By Jane McAdam

Every second, someone is displaced by a disaster. In fact, each year many more people are displaced by the impacts of disasters and climate change than by conflict and persecution. We’ve seen this in our own region with the recent earthquake and tsunami in Indonesia and with terrible cyclones in places like Vanuatu and Fiji. With the impacts of climate change, we are likely to see disasters on steroids as events become more frequent and/or more intense.

Yet, despite the fact that we have more disaster-displaced people than refugees, who are protected – at least in law – by an international treaty, the Refugee Convention, we have nothing similar when it comes to the protection of people displaced by disasters. This is why forced migration is one of the biggest challenges we face today. It demands clear, strategic thinking – we can’t adopt a business-as-usual approach. And that’s the mission of UNSW’s Andrew & Renata Kaldor Centre for International Refugee Law: to generate cutting-edge research that has real-world impact, which can shape law, policy and ultimately improve protection for people on the ground. 

The Kaldor Centre has the great credibility of being in a university, but we are certainly not stuck in an ivory tower. My own work, for instance, has taken me from the small Pacific Island countries of Tuvalu and Kiribati, through to places like Bangladesh and India, and on to the meeting rooms of the United Nations, the World Bank and the World Economic Forum. What motivates me in all this work is my desire to improve the lives of the world’s displaced people. I want to understand their plight and their ideas for solutions – things as simple as creating building codes and better building practices, and ensuring that people aren’t living in precarious areas – things which governments could do right now. And I also want to work towards creating better laws, policies and frameworks for protection at the global, regional and national levels. 
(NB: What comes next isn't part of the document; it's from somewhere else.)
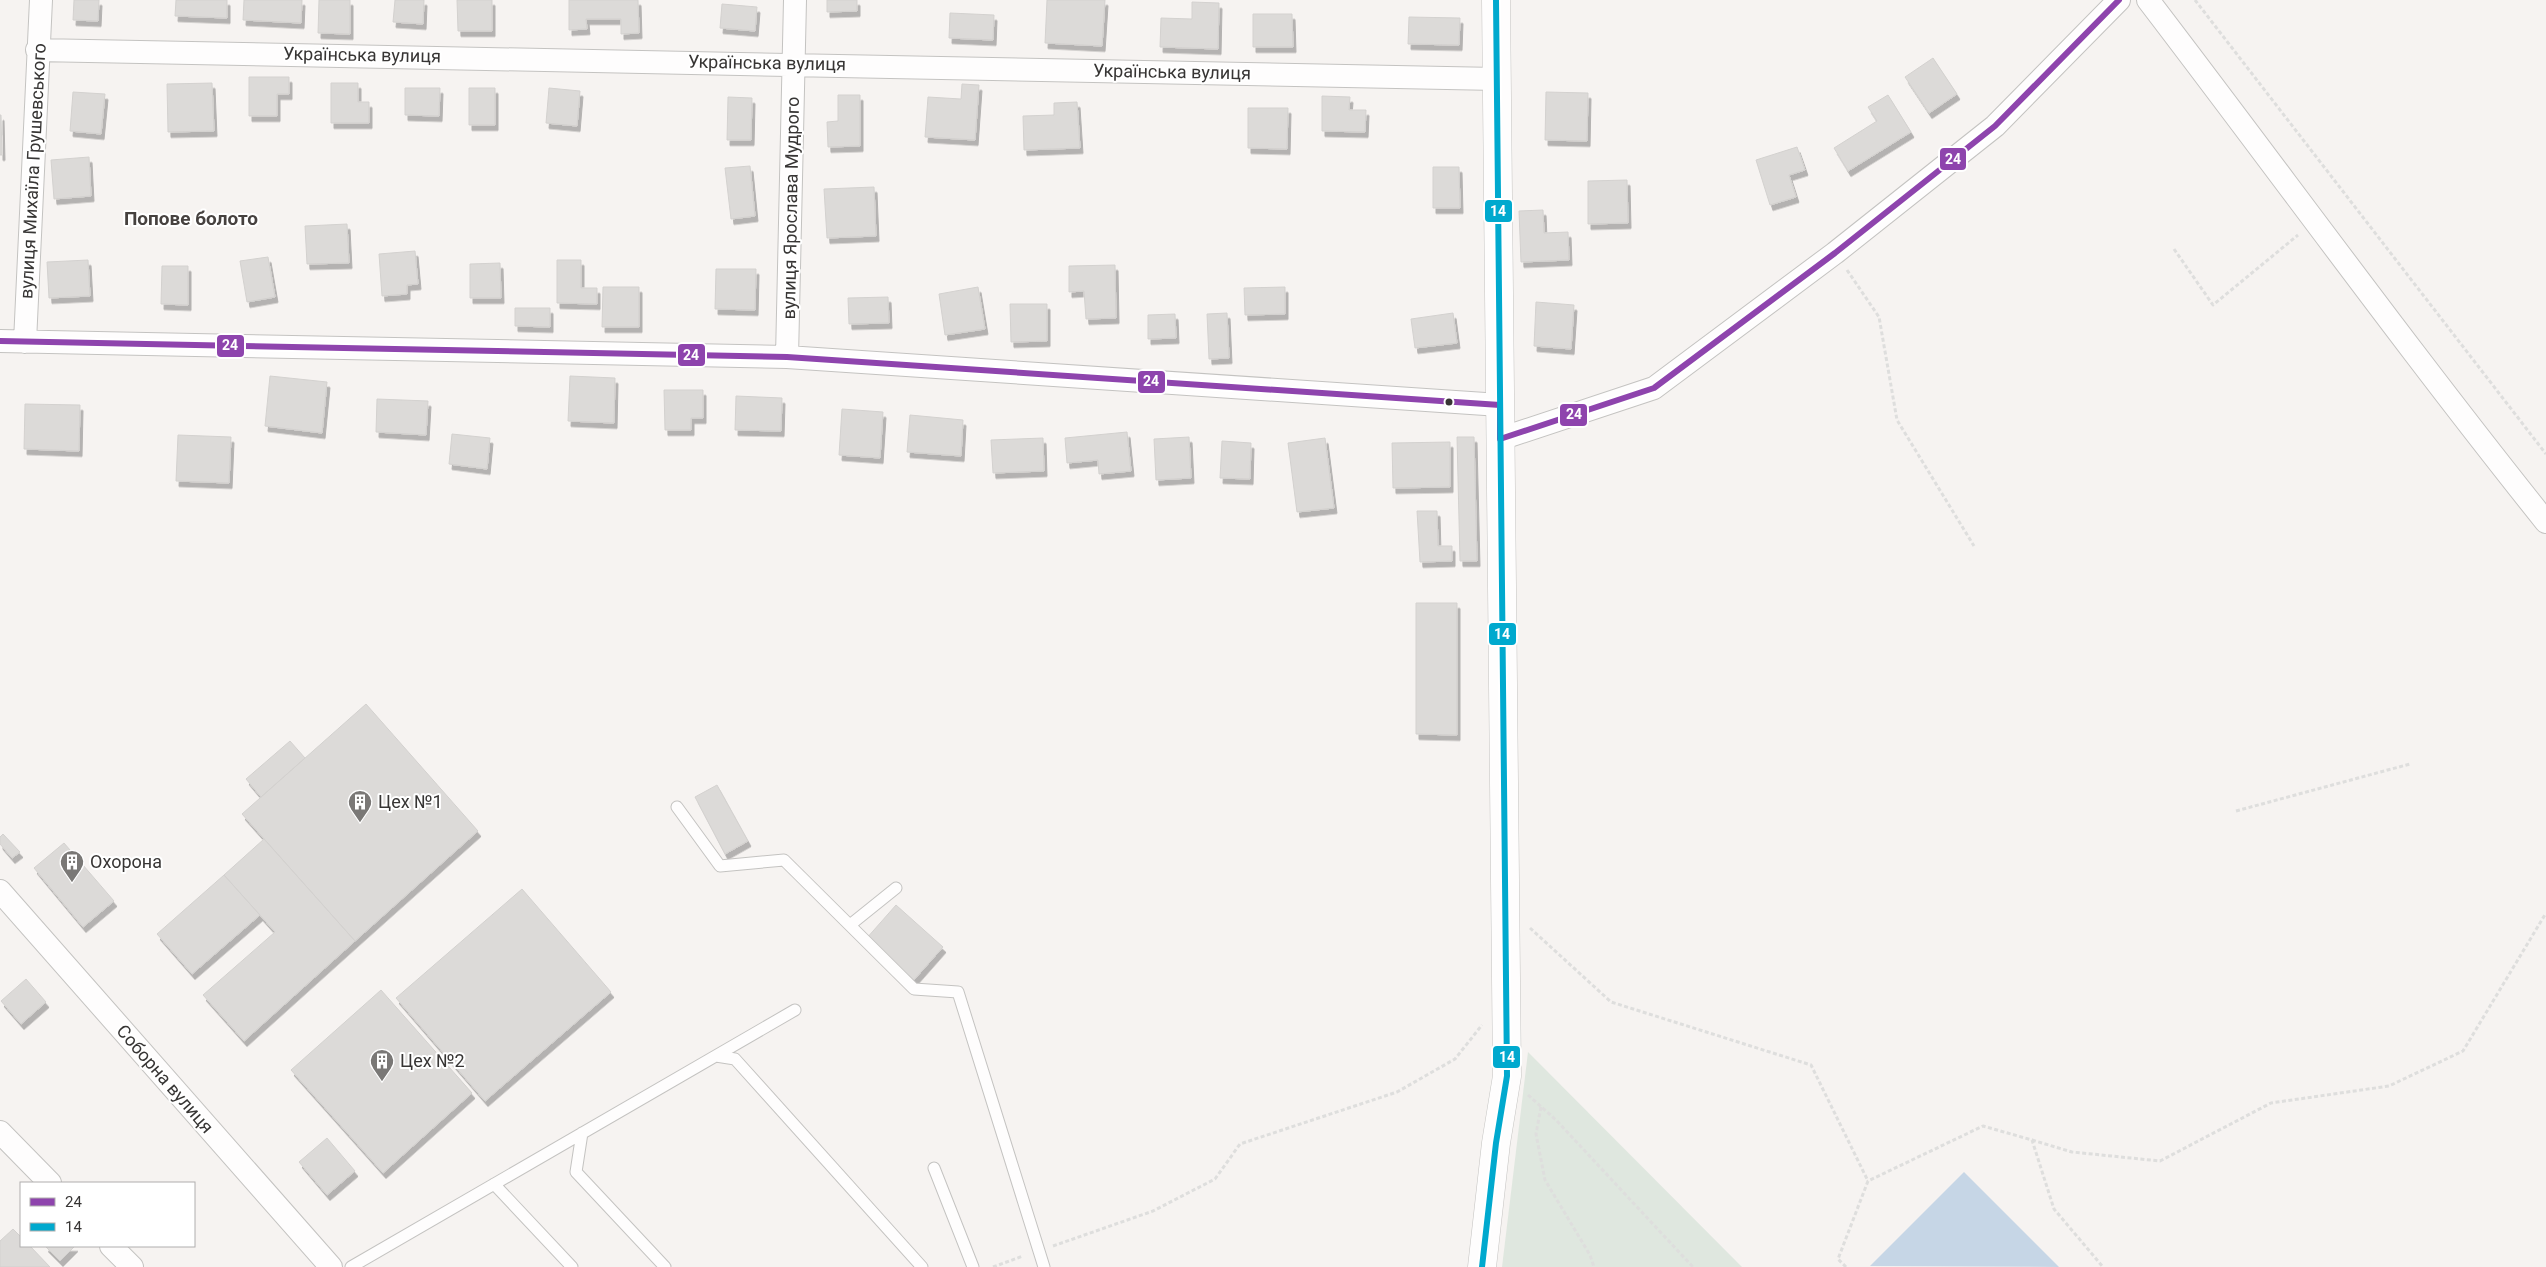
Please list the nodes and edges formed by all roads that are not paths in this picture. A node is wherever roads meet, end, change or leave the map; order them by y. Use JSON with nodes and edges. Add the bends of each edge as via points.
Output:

In just five short years, the Kaldor Centre’s pioneering and world-leading research has directly influenced new policy frameworks and operational responses. Let me give you some examples. 

In 2015, 109 governments endorsed the Nansen Initiative’s Protection Agenda on cross-border displacement in the context of disasters. Back in 2012, when the Nansen Initiative was first formed, just a handful of countries were interested in this. And yet only three years later, following rigorous and careful community consultations, 109 governments endorsed this road map for protection. It calls on governments to implement disaster risk reduction and climate change adaptation measures, to develop migration pathways so that people can move before disasters strike, to consider planned relocations where land is unsafe, and to ensure that humanitarian assistance is available for those who are displaced. Kaldor Centre experts were instrumental in shaping that document.

In 2016, we helped Central American governments develop a guide to effective practices on moving across borders in the context of disasters. This was sparked by those governments’ realisation that they had all had nationals forced out of their homes because of disasters in their own countries, and yet they had very ad hoc, non-systematic policies in place. They realised that it was in everyone’s interest to create a common set of guidance, and that’s what we were involved in doing. 

Internationally, we also helped draft planned relocation guidance for governments, and subsequently an operational toolbox for how to put that into practice. 

In 2017, my colleague Professor Guy S Goodwin-Gill and I were appointed by the UN refugee agency, UNHCR, to come up with a short, medium and long-term strategy for that institution on how to deal with displacement generated by disasters and climate change impacts. That strategy will not only inform what UNHCR does, but will necessarily also shape what governments do, and ultimately what protection people get on the ground.  

This year, we were key in drafting the Sydney Declaration of Principles on the Protection of Persons Displaced in the Context of Sea-Level Rise, which is feeding into the work on the UN Framework Convention on Climate Change’s Task Force on Displacement – again with global impact. 

In December this year, the world’s governments will adopt the first-ever international instrument on international migration, the 2018 Global Compact for Safe, Orderly and Regular Migration. Within this is a unique section specifically on displacement linked to disasters, climate change and environmental degradation. As one senior official said, this would not have been possible without the conceptual work done by the Kaldor Centre. 

The issue of displacement in the context of climate change and disasters is now firmly on the global agenda, with legal, policy and operational tools for action. As a multidimensional problem, it demands multidimensional solutions. Throughout all of this work, I am reminded of the words of the Prime Minister of the Cook Islands: ‘If we fail to plan, we plan to fail.’ The stakes are too high: we must plan to succeed.

Adapted from Jane McAdam's remarks at UNSW Sydney's Town and Gown on 17 October 2018, transcribed by Kim Shaddick.